Six participants ne font pas une preuve. Mais le message de tolérance est utile : un entraînement en résistance à haute intensité a été mené chez des patients déments et parkinsoniens, du stade léger au stade sévère, sans incident notable.

Enfin, un point à connaître même s'il n'est pas kinésithérapique : la rivastigmine a montré, dans un essai international randomisé en double aveugle contre placebo, une amélioration des symptômes comportementaux, avec 37 patients (63 %) améliorés d'au moins 30 % contre 18 (30 %) sous placebo, et des gains portant particulièrement sur les tâches à forte composante attentionnelle.37 Un patient dont les fluctuations attentionnelles s'améliorent sous traitement devient un patient avec qui la séance est possible.

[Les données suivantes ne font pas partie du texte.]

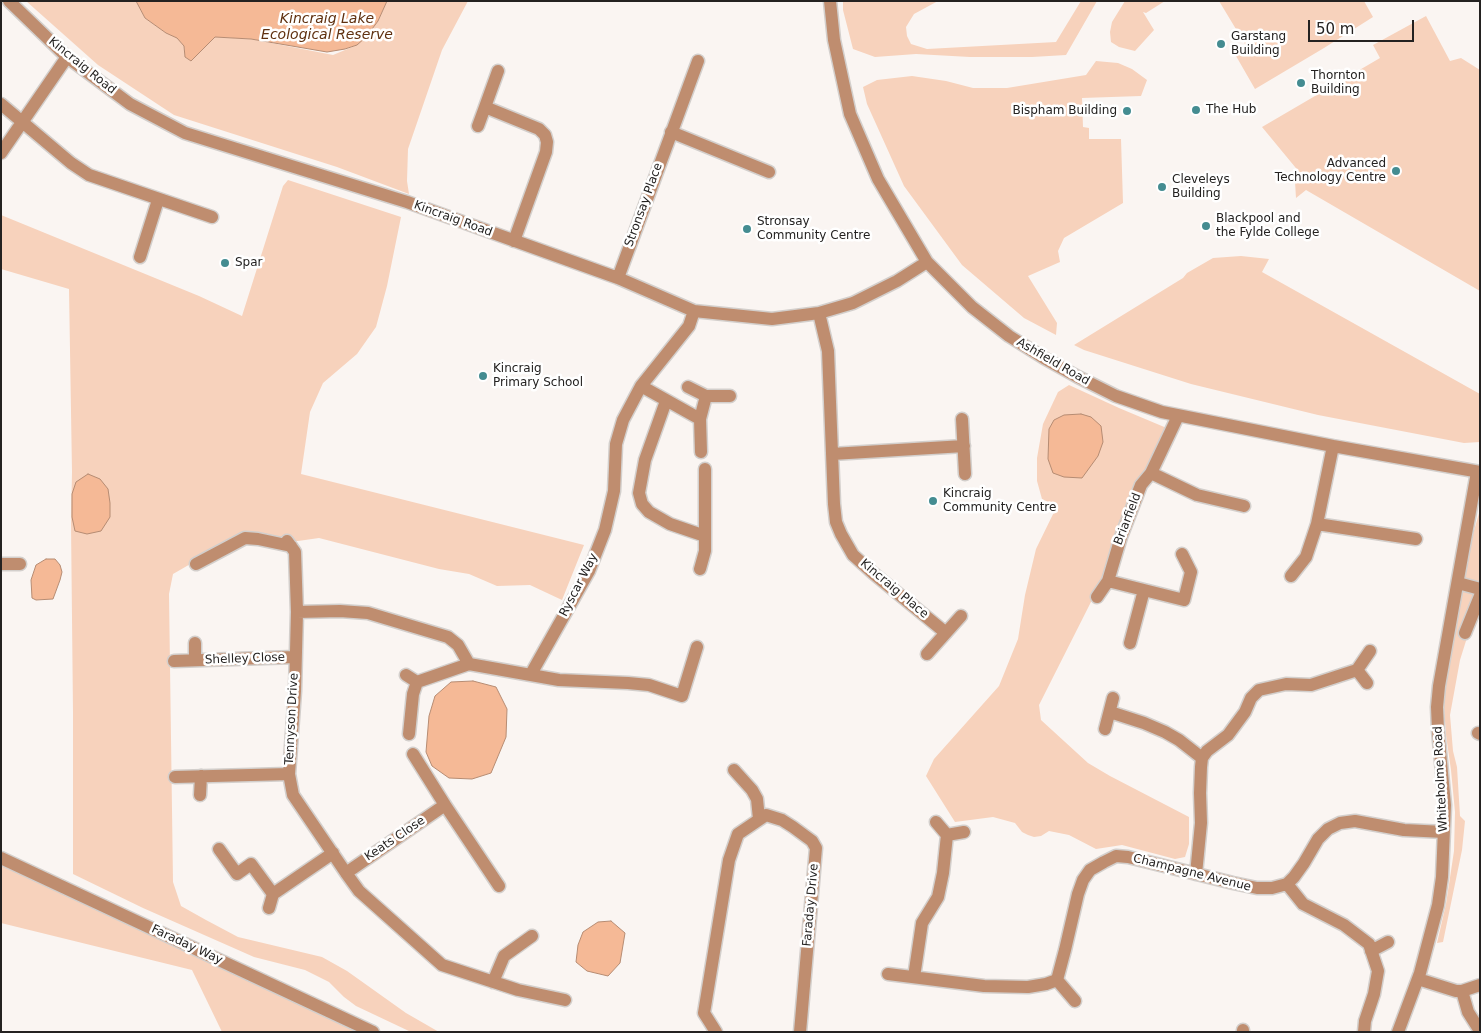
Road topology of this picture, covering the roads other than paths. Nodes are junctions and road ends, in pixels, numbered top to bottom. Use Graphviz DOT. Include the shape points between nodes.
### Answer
graph roads {
  1 [pos="8,1"];
  2 [pos="830,1"];
  3 [pos="67,57"];
  4 [pos="698,60"];
  5 [pos="498,71"];
  6 [pos="1,104"];
  7 [pos="485,107"];
  8 [pos="23,121"];
  9 [pos="478,126"];
  10 [pos="671,132"];
  11 [pos="1,153"];
  12 [pos="769,172"];
  13 [pos="158,200"];
  14 [pos="212,218"];
  15 [pos="514,241"];
  16 [pos="140,257"];
  17 [pos="926,262"];
  18 [pos="618,278"];
  19 [pos="694,311"];
  20 [pos="818,313"];
  21 [pos="641,386"];
  22 [pos="688,386"];
  23 [pos="706,396"];
  24 [pos="730,396"];
  25 [pos="666,401"];
  26 [pos="1178,416"];
  27 [pos="700,419"];
  28 [pos="962,419"];
  29 [pos="964,446"];
  30 [pos="1333,446"];
  31 [pos="702,452"];
  32 [pos="832,454"];
  33 [pos="705,469"];
  34 [pos="1478,472"];
  35 [pos="1151,473"];
  36 [pos="965,474"];
  37 [pos="1244,506"];
  38 [pos="1317,524"];
  39 [pos="704,536"];
  40 [pos="1416,539"];
  41 [pos="1182,554"];
  42 [pos="1,564"];
  43 [pos="20,564"];
  44 [pos="196,564"];
  45 [pos="700,569"];
  46 [pos="1291,576"];
  47 [pos="1108,581"];
  48 [pos="1458,583"];
  49 [pos="1480,589"];
  50 [pos="1144,590"];
  51 [pos="1480,596"];
  52 [pos="1097,597"];
  53 [pos="297,612"];
  54 [pos="961,616"];
  55 [pos="946,633"];
  56 [pos="1465,633"];
  57 [pos="195,643"];
  58 [pos="1130,643"];
  59 [pos="697,648"];
  60 [pos="1370,651"];
  61 [pos="927,654"];
  62 [pos="295,657"];
  63 [pos="195,660"];
  64 [pos="174,661"];
  65 [pos="470,664"];
  66 [pos="1357,670"];
  67 [pos="531,674"];
  68 [pos="406,675"];
  69 [pos="418,682"];
  70 [pos="1367,683"];
  71 [pos="1113,698"];
  72 [pos="1110,712"];
  73 [pos="1105,729"];
  74 [pos="409,734"];
  75 [pos="413,754"];
  76 [pos="1202,758"];
  77 [pos="734,770"];
  78 [pos="289,774"];
  79 [pos="201,776"];
  80 [pos="175,777"];
  81 [pos="200,795"];
  82 [pos="445,805"];
  83 [pos="759,818"];
  84 [pos="936,822"];
  85 [pos="964,832"];
  86 [pos="1444,832"];
  87 [pos="947,835"];
  88 [pos="219,849"];
  89 [pos="333,853"];
  90 [pos="1,858"];
  91 [pos="346,873"];
  92 [pos="1196,874"];
  93 [pos="1287,884"];
  94 [pos="499,886"];
  95 [pos="273,894"];
  96 [pos="269,908"];
  97 [pos="532,936"];
  98 [pos="1388,942"];
  99 [pos="1371,951"];
  100 [pos="888,974"];
  101 [pos="914,977"];
  102 [pos="1418,979"];
  103 [pos="1057,980"];
  104 [pos="493,982"];
  105 [pos="1480,985"];
  106 [pos="1462,991"];
  107 [pos="565,1000"];
  108 [pos="1075,1001"];
  109 [pos="1399,1031"];
  110 [pos="1480,1031"];
  111 [pos="374,1032"];
  112 [pos="716,1032"];
  113 [pos="800,1032"];
  114 [pos="1364,1032"];
  1 -- 3 [label="street, Kincraig Road"];
  2 -- 17 [label="street, Ashfield Road" via="833,33 850,114 878,179"];
  3 -- 8 [label="street"];
  3 -- 15 [label="street, Kincraig Road" via="130,104 185,134 407,202"];
  4 -- 10 [label="street, Stronsay Place"];
  5 -- 7 [label="street"];
  6 -- 8 [label="street"];
  7 -- 9 [label="street"];
  7 -- 15 [label="street" via="539,129 547,142"];
  8 -- 11 [label="street"];
  8 -- 13 [label="street" via="89,176"];
  10 -- 12 [label="street"];
  10 -- 18 [label="street, Stronsay Place"];
  13 -- 14 [label="street"];
  13 -- 16 [label="street"];
  15 -- 18 [label="street, Kincraig Road"];
  17 -- 20 [label="street, Kincraig Road" via="853,303"];
  17 -- 26 [label="street, Ashfield Road" via="972,307 1044,358 1116,396"];
  18 -- 19 [label="street, Kincraig Road"];
  19 -- 20 [label="street, Kincraig Road" via="772,319"];
  19 -- 21 [label="street, Ryscar Way" via="690,326"];
  20 -- 32 [label="street, Kincraig Place" via="828,351"];
  21 -- 25 [label="street"];
  21 -- 67 [label="street, Ryscar Way" via="623,420 616,444 614,491 605,530 589,571"];
  22 -- 23 [label="street"];
  23 -- 24 [label="street"];
  23 -- 27 [label="street"];
  25 -- 27 [label="street"];
  25 -- 39 [label="street" via="645,460 640,499 650,512 670,524"];
  26 -- 30 [label="street, Ashfield Road"];
  26 -- 35 [label="street, Briarfield"];
  27 -- 31 [label="street"];
  28 -- 29 [label="street"];
  29 -- 32 [label="street"];
  29 -- 36 [label="street"];
  30 -- 34 [label="street, Ashfield Road"];
  30 -- 38 [label="street"];
  32 -- 55 [label="street, Kincraig Place" via="836,522 853,555"];
  33 -- 39 [label="street"];
  34 -- 48 [label="street, Whiteholme Road"];
  35 -- 37 [label="street" via="1197,495"];
  35 -- 47 [label="street, Briarfield" via="1142,485"];
  38 -- 40 [label="street"];
  38 -- 46 [label="street" via="1306,556"];
  39 -- 45 [label="street" via="705,551"];
  41 -- 50 [label="street" via="1191,572 1184,600"];
  42 -- 43 [label="street"];
  44 -- 53 [label="street, Tennyson Drive" via="245,538 294,547"];
  47 -- 50 [label="street"];
  47 -- 52 [label="street, Briarfield"];
  48 -- 49 [label="street"];
  48 -- 86 [label="street, Whiteholme Road" via="1437,707 1445,805"];
  50 -- 58 [label="street"];
  51 -- 56 [label="street"];
  53 -- 62 [label="street, Tennyson Drive"];
  53 -- 65 [label="street" via="340,611 376,615 448,637 458,645"];
  54 -- 55 [label="street"];
  55 -- 61 [label="street"];
  57 -- 63 [label="street, Shelley Close"];
  59 -- 67 [label="street" via="682,696 649,685 558,680"];
  60 -- 66 [label="street"];
  62 -- 63 [label="street, Shelley Close"];
  62 -- 78 [label="street, Tennyson Drive"];
  63 -- 64 [label="street, Shelley Close"];
  65 -- 67 [label="street"];
  65 -- 69 [label="street"];
  66 -- 70 [label="street"];
  66 -- 76 [label="street" via="1311,685 1286,684 1259,690 1228,735"];
  68 -- 69 [label="street"];
  69 -- 74 [label="street" via="413,694"];
  71 -- 72 [label="street"];
  72 -- 73 [label="street"];
  72 -- 76 [label="street" via="1165,732"];
  75 -- 82 [label="street"];
  76 -- 92 [label="street"];
  77 -- 83 [label="street" via="757,799"];
  78 -- 79 [label="street"];
  78 -- 89 [label="street, Tennyson Drive" via="293,795"];
  79 -- 80 [label="street"];
  79 -- 81 [label="street"];
  82 -- 91 [label="street, Keats Close"];
  82 -- 94 [label="street"];
  83 -- 112 [label="street" via="738,834 729,860 704,1013"];
  83 -- 113 [label="street, Faraday Drive" via="766,815 782,820 806,836 816,848"];
  84 -- 87 [label="street"];
  85 -- 87 [label="street"];
  86 -- 93 [label="street" via="1391,828 1356,821 1340,823 1318,839"];
  86 -- 102 [label="street, Whiteholme Road" via="1438,905"];
  87 -- 101 [label="street" via="938,897 922,923"];
  88 -- 95 [label="street" via="236,874 252,864"];
  89 -- 91 [label="street, Tennyson Drive"];
  89 -- 95 [label="street"];
  90 -- 111 [label="street, Faraday Way"];
  91 -- 104 [label="street, Tennyson Drive" via="359,891 442,965"];
  92 -- 93 [label="street, Champagne Avenue" via="1256,888"];
  92 -- 103 [label="street, Champagne Avenue" via="1116,856 1090,870 1078,894"];
  93 -- 99 [label="street" via="1303,904 1344,925 1369,944"];
  95 -- 96 [label="street"];
  97 -- 104 [label="street" via="504,956"];
  98 -- 99 [label="street"];
  99 -- 114 [label="street" via="1378,971"];
  100 -- 101 [label="street"];
  101 -- 103 [label="street" via="984,986 1028,987"];
  102 -- 106 [label="street"];
  102 -- 109 [label="street, Whiteholme Road"];
  103 -- 108 [label="street"];
  104 -- 107 [label="street, Tennyson Drive"];
  105 -- 106 [label="street"];
  106 -- 110 [label="street" via="1468,1012"];
}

Dans les deux autres maladies, le kinésithérapeute adapte sa pratique. Dans celle-ci, il fait en plus office de capteur : il voit le patient marcher chaque semaine, ce que personne d'autre dans la chaîne de soins ne fait.

À retenir

  • Critères en vigueur : quatrième consensus de 2017, quatre traits centraux, fluctuations, hallucinations visuelles, trouble du sommeil paradoxal, parkinsonisme.29
  • Hypersensibilité aux neuroleptiques : 54 % de réactions sévères, surmortalité à un an, HR 2,70. Atypiques compris.3038
  • Hypotension orthostatique chez 50,8 % des patients : mesurer la pression debout fait partie du bilan.33
  • Risque de chute multiplié par 3,33 par rapport aux autres étiologies.3
  • Fluctuations : un bilan isolé surestime les capacités ; refaire le test un autre jour.
  • Base de preuves de l'exercice quasi inexistante, par exclusion systématique de ces patients des essais.39 Tolérance de l'entraînement intensif documentée sur six participants.40

Corps de Lewy ou démence parkinsonienne : où s'arrête cet article ?

La question se pose forcément, parce que les deux maladies partagent leur lésion, leurs signes moteurs et une bonne part de leur prise en charge. La frontière est conventionnelle, et il faut savoir laquelle on utilise.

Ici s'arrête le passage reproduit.